La campaña electoral 2021 estuvo signada por una serie de procesos judiciales contra líderes de la oposición. Además se dirigieron contra figuras vinculadas a los movimientos feministas, contra la ex guerrillera sandinista Dora María Téllez, contra el movimiento campesino que se opuso a un canal interoceánico y, cómo dijimos más arriba, contra la dirigencia empresarial. La cancelación de personerías jurídicas de ciertos partidos políticos, la persecución judicial y la limitación de realizar actos colectivos o electorales en nombre de la lucha contra la pandemia diseñó una disputa política encapsulada y reducida al mínimo.

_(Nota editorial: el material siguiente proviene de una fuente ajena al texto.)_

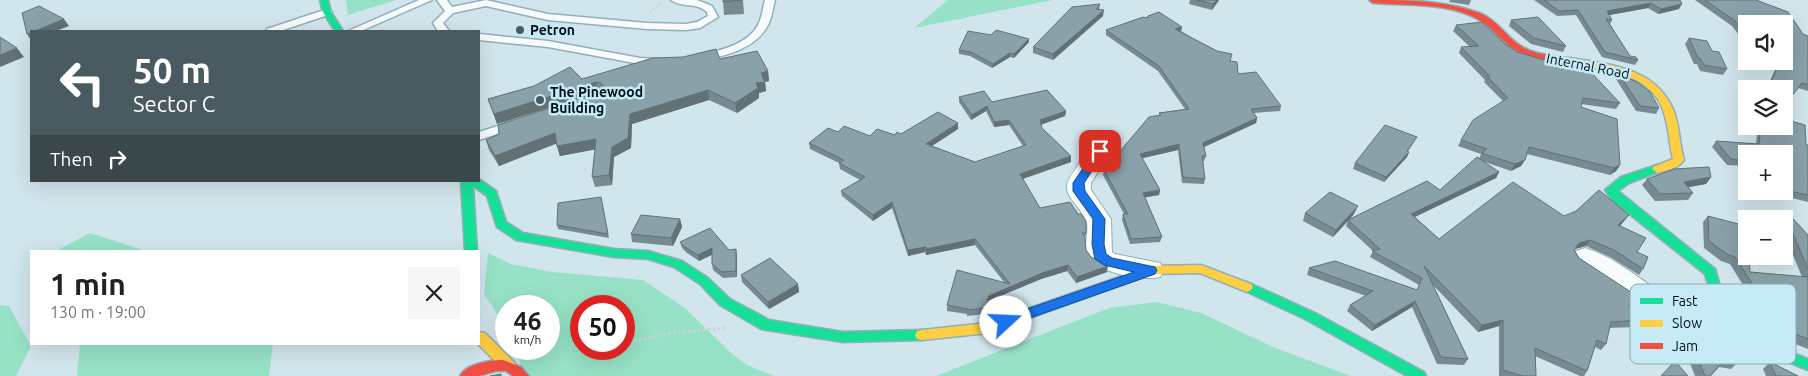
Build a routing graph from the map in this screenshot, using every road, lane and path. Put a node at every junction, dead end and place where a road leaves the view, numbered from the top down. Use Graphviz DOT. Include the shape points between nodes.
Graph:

Cristina Chamorro es parte de un grupo de siete dirigentes que se candidatearon para la presidencia y, cinco meses antes de las elecciones, terminaron presos. Sus detenciones se fundamentaron en la Ley de Regulación de Agentes Extranjeros (Ley 1040, 2020) y en Ley de defensa de los derechos de los pueblos a la independencia, la soberanía y autodeterminación” (Ley 1055, 2020). Las caricaturas no dejaron de advertir la persecución ni el encarcelamiento. A ello debe considerarse aquellos lenguajes de la ciudadanía que erosionan la imagen de Ortega como son la de dictador o moclin (como se les dice a los abusadores de menores).
La presión internacional va en aumento. Estados Unidos, Europa y algunos países del continente americano desconocen los resultados electorales. Pero hay un margen de “maniobra orteguista”. Honduras y El Salvador dependen del agro nicaragüense y empresas de Costa Rica están radicadas en Nicaragua. Ambas situaciones pueden ser utilizadas para presionar sobre esos países, presionando sobre los alimentos (precios, logística, etc) o exigiendo que las empresas costarricenses radicadas hagan lobby frente al Gobierno de ese país para que reduzcan la tensión.
Ortega no solo tendrá que ver si recupera confianza externa e interna (empresarios, iglesia, etc) sino recrear bases de su propio partido. De esta jugada, que puede trazarse desde 2018, el oficialismo no saldrá indemne.
La ausencia electoral, más allá de la discusión por los números de asistencia entre el Consejo Electoral y la organización Urnas Abiertas, habla de la imposibilidad de una gran movilización electoral propia y del descontento. Estamos ante un gobierno que puede encontrarse en el futuro inmediato con una base reducida y en crisis. Con litigios con otros actores hoy opositores.
En nombre de la pandemia Daniel Ortega censuró las otras voces de la campaña electoral. Judicializó a referentes de la oposición, de los movimientos feministas y campesino, incluso avanzó contra la dirigencia empresarial.
La disputa electoral deja en un problema a Ortega: los partidos que compitieron con el FSLN y asociados poseen una débil legitimidad, el apodo de “zancudos” (mosquitos chupasangre) lo dice todo.
El malestar social se mantiene aunque el espacio público para su demostración se encuentre “cercado”. Pese al intento de un Dialogo Nacional, Ortega da cuenta de las heridas a la que ha sometido su propio poder y liderazgo. Mientras las elites (entre las que podemos considerar al “sandinismo”) se miden, en las sociedades se producen fenómenos interesantes. Como la redefinición de los “pequeños” espacios para hacer política y criticar al régimen.
La dupla Ortega-Murillo deberá regenerar un orden estable; si no, cualquier acto de debilidad puede propiciar nuevos conflictos sociales. Cargan con el peso del orden.
El último guerrillero está bajo el fuego del descontento. Transita por otro enigma maquiaveliano, si basta con ser amado o temido, y decidir si estas pasiones (o la combinación de las mismas) pueden mantenerlo en el poder por algunos años más.